- Born: February 28, 1928 Dayton, Ohio, U.S.
- Died: July 22, 2011 (aged 83) Tampa, Florida, U.S.
- Resting place: Davids Cemetery, Kettering, Ohio
- Occupation: Actor
- Years active: 1961–2011
- Spouse: Theoni V. Aldredge ​ ​(m. 1953; died 2011)​

= Tom Aldredge =

American actor (1928–2011)

Thomas Ernest Aldredge (February 28, 1928 – July 22, 2011) was an American actor.
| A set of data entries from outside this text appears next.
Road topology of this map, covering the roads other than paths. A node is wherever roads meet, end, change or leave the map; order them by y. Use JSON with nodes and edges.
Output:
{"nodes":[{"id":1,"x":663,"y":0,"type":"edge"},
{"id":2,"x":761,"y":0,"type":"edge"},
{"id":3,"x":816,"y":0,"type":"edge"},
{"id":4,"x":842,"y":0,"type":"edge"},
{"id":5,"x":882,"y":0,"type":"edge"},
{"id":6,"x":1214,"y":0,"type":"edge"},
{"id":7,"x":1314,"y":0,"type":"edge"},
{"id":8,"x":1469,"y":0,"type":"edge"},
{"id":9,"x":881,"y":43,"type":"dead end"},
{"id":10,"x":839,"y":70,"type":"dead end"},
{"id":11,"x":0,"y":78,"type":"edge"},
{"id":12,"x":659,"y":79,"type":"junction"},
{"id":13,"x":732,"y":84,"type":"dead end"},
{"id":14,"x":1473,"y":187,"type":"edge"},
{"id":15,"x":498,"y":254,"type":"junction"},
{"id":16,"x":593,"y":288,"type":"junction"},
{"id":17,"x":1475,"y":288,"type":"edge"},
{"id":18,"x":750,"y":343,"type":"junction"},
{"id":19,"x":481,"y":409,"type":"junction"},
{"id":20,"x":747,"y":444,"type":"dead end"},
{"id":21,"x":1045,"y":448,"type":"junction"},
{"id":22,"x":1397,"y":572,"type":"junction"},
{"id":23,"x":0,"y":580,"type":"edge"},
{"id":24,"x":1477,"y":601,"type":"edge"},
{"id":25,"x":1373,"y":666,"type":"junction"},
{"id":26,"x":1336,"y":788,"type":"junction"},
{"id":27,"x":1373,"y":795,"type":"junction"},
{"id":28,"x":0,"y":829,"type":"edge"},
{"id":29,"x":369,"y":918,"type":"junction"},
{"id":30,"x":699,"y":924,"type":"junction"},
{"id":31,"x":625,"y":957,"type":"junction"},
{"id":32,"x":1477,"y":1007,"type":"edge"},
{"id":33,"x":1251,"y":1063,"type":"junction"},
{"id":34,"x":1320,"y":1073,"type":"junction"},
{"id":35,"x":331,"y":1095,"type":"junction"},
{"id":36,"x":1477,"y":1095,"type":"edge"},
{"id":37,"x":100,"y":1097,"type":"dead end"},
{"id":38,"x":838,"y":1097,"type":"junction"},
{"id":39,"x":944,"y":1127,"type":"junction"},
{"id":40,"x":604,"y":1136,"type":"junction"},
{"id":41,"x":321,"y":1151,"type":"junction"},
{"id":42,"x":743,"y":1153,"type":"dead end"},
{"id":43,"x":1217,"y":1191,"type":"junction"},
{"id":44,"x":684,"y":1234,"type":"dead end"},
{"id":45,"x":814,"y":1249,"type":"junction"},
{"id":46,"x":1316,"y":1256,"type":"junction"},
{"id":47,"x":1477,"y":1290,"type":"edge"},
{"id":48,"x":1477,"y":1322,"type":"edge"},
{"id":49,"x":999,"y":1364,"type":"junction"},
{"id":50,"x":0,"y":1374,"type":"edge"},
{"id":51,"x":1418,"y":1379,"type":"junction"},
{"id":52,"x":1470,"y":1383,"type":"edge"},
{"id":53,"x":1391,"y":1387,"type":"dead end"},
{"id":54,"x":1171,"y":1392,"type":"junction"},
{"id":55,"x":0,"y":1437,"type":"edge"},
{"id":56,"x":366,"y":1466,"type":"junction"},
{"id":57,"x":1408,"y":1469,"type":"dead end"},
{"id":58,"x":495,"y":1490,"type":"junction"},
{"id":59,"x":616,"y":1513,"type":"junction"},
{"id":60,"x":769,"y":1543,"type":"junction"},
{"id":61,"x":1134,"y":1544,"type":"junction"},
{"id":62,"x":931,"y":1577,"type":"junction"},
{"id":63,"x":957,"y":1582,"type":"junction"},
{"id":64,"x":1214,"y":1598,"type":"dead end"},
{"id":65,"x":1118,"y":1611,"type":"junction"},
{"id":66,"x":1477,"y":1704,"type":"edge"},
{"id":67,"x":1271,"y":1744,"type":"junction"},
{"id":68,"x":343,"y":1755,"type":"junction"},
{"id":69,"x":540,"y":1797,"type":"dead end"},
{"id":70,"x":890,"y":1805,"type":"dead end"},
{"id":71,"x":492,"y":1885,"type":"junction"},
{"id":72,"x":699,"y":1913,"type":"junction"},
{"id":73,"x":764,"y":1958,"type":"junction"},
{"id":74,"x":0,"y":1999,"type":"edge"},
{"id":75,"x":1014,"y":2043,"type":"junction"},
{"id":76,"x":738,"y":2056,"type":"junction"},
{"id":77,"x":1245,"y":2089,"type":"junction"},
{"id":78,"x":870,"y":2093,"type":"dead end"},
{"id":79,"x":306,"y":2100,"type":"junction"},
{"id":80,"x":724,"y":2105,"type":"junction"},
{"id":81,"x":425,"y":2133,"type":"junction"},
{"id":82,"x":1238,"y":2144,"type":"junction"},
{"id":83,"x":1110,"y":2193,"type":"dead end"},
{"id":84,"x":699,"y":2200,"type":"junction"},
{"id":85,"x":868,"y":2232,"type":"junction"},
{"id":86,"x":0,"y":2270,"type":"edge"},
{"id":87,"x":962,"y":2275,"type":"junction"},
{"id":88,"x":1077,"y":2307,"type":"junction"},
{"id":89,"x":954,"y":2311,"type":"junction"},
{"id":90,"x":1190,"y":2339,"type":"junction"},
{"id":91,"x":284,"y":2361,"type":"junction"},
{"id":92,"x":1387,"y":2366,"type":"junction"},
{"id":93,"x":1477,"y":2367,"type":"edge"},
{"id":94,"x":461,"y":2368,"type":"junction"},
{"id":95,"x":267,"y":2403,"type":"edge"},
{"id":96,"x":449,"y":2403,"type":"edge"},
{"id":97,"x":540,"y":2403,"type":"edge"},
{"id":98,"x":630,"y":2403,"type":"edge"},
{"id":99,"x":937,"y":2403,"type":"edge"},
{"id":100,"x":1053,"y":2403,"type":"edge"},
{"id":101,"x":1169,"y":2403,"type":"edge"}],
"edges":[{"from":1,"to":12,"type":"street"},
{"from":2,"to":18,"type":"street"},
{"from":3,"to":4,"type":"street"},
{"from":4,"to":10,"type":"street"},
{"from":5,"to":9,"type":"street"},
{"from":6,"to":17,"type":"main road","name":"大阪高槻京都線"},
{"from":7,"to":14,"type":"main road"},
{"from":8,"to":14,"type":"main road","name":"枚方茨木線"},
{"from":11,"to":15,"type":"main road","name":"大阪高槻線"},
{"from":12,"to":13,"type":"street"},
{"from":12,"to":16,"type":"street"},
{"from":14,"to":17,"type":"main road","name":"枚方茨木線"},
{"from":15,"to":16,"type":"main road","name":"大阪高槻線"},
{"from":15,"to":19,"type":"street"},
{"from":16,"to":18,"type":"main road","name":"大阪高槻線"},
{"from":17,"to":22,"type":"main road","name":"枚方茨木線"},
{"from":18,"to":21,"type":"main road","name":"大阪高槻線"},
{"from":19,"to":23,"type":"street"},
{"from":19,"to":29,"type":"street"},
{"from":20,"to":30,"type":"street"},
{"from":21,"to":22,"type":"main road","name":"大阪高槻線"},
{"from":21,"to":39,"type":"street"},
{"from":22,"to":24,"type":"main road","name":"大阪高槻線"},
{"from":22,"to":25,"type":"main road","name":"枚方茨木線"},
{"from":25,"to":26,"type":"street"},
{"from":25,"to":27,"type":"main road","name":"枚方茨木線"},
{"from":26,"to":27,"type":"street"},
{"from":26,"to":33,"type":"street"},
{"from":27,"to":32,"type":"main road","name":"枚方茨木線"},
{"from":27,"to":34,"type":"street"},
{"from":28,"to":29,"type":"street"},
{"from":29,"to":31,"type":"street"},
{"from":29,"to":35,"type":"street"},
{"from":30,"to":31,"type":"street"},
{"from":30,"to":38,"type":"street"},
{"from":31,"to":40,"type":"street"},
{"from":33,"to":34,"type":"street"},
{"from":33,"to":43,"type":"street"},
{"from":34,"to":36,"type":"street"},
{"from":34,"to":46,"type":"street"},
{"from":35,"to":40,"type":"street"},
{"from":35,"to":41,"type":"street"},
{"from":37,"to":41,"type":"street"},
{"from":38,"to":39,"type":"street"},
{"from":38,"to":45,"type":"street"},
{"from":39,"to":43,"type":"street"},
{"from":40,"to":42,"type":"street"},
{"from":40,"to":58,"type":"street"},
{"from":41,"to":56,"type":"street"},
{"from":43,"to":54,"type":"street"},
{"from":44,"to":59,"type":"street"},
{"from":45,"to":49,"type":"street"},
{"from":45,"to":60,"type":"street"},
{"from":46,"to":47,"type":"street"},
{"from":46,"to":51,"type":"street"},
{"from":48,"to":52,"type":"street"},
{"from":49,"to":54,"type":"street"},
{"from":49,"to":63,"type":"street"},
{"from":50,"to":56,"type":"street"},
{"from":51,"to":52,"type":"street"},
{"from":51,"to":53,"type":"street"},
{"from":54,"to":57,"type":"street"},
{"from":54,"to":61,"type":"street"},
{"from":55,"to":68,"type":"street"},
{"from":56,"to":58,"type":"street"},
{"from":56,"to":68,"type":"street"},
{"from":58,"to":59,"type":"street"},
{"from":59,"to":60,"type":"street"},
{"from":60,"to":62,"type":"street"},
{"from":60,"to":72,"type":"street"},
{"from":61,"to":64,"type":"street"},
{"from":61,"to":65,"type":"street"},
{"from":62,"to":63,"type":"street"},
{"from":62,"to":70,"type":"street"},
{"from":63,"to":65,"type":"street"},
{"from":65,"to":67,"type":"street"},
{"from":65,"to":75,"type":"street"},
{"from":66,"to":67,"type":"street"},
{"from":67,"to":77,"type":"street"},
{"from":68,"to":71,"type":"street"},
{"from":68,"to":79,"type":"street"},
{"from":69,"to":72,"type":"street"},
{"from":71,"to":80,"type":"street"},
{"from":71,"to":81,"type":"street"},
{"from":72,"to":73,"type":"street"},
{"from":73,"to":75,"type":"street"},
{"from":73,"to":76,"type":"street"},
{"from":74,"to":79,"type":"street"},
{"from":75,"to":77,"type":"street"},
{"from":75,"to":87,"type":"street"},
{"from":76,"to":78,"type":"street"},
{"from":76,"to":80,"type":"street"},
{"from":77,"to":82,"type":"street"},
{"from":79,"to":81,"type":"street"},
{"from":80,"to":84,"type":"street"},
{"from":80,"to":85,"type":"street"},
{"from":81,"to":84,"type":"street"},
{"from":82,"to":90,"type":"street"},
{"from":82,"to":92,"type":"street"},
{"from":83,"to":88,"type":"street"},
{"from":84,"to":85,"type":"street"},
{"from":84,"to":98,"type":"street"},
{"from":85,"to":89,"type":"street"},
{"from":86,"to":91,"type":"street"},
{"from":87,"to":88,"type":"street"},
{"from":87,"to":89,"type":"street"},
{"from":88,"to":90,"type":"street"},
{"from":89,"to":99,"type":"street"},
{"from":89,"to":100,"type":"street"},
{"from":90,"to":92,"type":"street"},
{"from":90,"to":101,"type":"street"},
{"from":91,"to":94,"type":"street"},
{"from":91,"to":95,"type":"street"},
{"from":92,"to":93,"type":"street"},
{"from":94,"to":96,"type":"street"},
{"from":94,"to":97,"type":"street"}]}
Known for his works on stage and screen, his accolades include a Daytime Emmy Award as well nominations for five Tony Awards.

He won a Daytime Emmy Award for playing the role of Shakespeare in Henry Winkler Meets William Shakespeare (1978). His Broadway stage career spanned five decades, including five Tony Award nominations. He played both the Narrator and the Mysterious Man in the original Broadway cast of Into the Woods. He also appeared on television in programs including Ryan's Hope, Damages, and Boardwalk Empire, with a notable role as Hugh De Angelis, Tony Soprano’s father-in-law, on The Sopranos.

==Life and career==
Aldredge was born in Dayton, Ohio, the son of Lucienne Juliet (née Marcillat) and William Joseph Aldredge, a colonel in the United States Army Air Corps. He originally planned to become a lawyer and was a Pre-Law student at the University of Dayton in the late 1940s. In 1947 he decided to pursue a career as an actor after attending a performance of the original Broadway production of A Streetcar Named Desire.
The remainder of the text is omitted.